9. Run the sync task
-
After completing all settings, click Complete at the bottom of the page.
-
On the page, find the task you created and click Start in the Operations column.
-
Click the Name/ID of the corresponding task in the Task List to view its detailed execution process.
Manage the sync task
View task status
The synchronization task page lists all your tasks and their basic information.

In the Actions column, you can Start or Stop a synchronization task. The More menu offers additional options, such as Edit and View.
For a running task, you can check the Execution Overview to see its operational status. You can also click the overview area to view detailed execution information.

The single-table real-time synchronization task from Kafka to OSS consists of two steps:
Schema Migration: This step includes the method for creating the destination table (using an existing table or automatic table creation). If you choose automatic table creation, the system displays the DDL statement used for table creation.
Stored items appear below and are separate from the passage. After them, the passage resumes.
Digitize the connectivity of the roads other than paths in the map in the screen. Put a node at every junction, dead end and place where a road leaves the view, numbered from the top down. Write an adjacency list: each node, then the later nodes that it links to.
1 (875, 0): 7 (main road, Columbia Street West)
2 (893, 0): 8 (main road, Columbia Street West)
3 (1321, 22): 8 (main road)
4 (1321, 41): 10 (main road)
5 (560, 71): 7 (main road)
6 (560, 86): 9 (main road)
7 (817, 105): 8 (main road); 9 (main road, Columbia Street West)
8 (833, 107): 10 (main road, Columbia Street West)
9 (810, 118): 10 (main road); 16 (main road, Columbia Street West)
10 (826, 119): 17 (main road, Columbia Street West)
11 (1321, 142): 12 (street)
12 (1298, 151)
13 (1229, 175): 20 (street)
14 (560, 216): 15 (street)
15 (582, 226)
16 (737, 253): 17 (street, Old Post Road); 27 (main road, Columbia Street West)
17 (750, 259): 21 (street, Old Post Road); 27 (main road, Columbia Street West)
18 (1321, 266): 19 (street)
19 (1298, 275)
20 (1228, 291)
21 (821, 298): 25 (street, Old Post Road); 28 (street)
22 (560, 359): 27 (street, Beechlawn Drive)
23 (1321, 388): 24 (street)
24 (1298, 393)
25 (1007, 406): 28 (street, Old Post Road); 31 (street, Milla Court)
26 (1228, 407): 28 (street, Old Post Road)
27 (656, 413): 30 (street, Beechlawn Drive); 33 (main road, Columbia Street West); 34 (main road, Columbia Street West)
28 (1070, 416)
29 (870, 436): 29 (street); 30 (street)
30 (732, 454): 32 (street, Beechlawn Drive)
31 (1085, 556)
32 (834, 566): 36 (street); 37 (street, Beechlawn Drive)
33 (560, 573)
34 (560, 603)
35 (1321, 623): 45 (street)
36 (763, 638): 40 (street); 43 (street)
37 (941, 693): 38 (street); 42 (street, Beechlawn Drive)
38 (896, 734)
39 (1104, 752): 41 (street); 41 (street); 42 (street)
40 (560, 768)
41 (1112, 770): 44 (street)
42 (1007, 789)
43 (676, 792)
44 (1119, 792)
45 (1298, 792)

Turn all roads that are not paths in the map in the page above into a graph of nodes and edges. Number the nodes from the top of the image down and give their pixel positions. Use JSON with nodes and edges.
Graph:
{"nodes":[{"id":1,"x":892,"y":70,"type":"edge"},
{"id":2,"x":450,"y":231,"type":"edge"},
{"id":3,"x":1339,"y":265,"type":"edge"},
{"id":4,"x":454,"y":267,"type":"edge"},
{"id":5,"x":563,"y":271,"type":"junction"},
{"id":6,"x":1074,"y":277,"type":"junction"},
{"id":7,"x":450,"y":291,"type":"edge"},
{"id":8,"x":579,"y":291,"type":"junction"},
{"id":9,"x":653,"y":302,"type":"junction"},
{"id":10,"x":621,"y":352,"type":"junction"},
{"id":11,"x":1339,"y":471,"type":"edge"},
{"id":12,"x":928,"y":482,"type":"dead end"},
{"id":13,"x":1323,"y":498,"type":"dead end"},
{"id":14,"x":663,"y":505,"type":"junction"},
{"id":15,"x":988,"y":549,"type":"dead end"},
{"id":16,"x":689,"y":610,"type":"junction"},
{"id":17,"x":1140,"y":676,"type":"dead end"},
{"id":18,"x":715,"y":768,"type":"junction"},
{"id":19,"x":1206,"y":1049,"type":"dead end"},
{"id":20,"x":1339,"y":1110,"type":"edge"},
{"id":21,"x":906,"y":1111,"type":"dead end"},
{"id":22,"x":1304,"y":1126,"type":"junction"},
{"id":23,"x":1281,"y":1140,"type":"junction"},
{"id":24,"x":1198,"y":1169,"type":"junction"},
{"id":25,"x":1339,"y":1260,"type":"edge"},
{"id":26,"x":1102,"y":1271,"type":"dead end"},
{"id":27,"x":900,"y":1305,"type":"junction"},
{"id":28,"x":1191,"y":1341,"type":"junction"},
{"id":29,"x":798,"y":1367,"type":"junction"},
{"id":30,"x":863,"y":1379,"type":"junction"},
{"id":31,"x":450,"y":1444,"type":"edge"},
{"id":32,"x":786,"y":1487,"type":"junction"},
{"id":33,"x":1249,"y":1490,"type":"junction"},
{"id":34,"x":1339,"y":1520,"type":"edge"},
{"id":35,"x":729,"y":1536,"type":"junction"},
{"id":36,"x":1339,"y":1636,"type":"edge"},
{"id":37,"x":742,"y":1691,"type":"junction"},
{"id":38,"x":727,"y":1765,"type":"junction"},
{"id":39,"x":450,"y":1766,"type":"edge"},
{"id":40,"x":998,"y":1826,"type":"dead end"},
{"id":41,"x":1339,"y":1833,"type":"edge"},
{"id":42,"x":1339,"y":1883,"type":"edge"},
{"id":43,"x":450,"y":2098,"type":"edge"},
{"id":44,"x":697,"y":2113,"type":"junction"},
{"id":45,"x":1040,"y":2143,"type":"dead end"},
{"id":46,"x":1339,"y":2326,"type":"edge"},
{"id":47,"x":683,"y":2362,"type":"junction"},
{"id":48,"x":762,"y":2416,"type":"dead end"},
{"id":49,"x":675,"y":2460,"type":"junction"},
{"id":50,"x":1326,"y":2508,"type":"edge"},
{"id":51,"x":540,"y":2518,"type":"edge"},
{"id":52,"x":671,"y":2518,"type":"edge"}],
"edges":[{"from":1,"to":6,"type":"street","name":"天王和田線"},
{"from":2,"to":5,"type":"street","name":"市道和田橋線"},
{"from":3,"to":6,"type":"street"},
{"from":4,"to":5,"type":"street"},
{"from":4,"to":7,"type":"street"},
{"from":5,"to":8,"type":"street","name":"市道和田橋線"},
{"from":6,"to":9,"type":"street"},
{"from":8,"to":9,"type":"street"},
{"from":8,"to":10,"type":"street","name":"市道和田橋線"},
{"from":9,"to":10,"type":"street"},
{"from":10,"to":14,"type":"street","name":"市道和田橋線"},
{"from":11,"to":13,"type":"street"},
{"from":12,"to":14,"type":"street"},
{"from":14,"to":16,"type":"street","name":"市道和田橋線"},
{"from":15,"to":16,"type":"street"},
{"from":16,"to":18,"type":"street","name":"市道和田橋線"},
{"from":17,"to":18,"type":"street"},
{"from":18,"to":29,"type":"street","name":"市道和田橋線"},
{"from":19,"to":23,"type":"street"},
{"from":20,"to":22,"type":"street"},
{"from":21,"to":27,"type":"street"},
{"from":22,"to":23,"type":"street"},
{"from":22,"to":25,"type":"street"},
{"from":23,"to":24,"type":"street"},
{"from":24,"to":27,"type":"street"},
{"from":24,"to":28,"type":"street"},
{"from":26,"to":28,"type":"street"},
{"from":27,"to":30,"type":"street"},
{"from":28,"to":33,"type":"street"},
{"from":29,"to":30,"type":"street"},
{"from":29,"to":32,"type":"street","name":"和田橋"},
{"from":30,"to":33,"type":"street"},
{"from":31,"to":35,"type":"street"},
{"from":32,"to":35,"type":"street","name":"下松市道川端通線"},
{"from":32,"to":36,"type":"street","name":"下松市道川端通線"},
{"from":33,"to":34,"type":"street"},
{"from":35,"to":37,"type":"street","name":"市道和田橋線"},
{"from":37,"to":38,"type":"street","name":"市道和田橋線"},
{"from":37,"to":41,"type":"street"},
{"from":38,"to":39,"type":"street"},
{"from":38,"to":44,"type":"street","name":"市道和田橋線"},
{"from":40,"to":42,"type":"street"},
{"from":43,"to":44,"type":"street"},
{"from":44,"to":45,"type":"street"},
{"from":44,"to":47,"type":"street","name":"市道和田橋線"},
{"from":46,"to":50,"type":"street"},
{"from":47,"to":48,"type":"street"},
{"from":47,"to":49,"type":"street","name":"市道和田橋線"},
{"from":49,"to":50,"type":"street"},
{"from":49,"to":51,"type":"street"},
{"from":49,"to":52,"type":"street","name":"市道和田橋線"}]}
Real-time Data Synchronization: This step includes statistics for real-time data synchronization, such as real-time operational information, DDL records, and alert information.
Rerun a task
In special cases, such as when you need to modify synchronized fields or adjust target table information, you can click Rerun in the Operations column of the synchronization task. This action synchronizes the adjusted fields and other changes to the target. The process skips unchanged, previously synchronized tables.
-
To run the task again without any changes, click Rerun.
-
If you edit the task, click Complete after making your changes. The task's action changes to Apply Updates. Clicking Apply Updates reruns the task with the new configuration.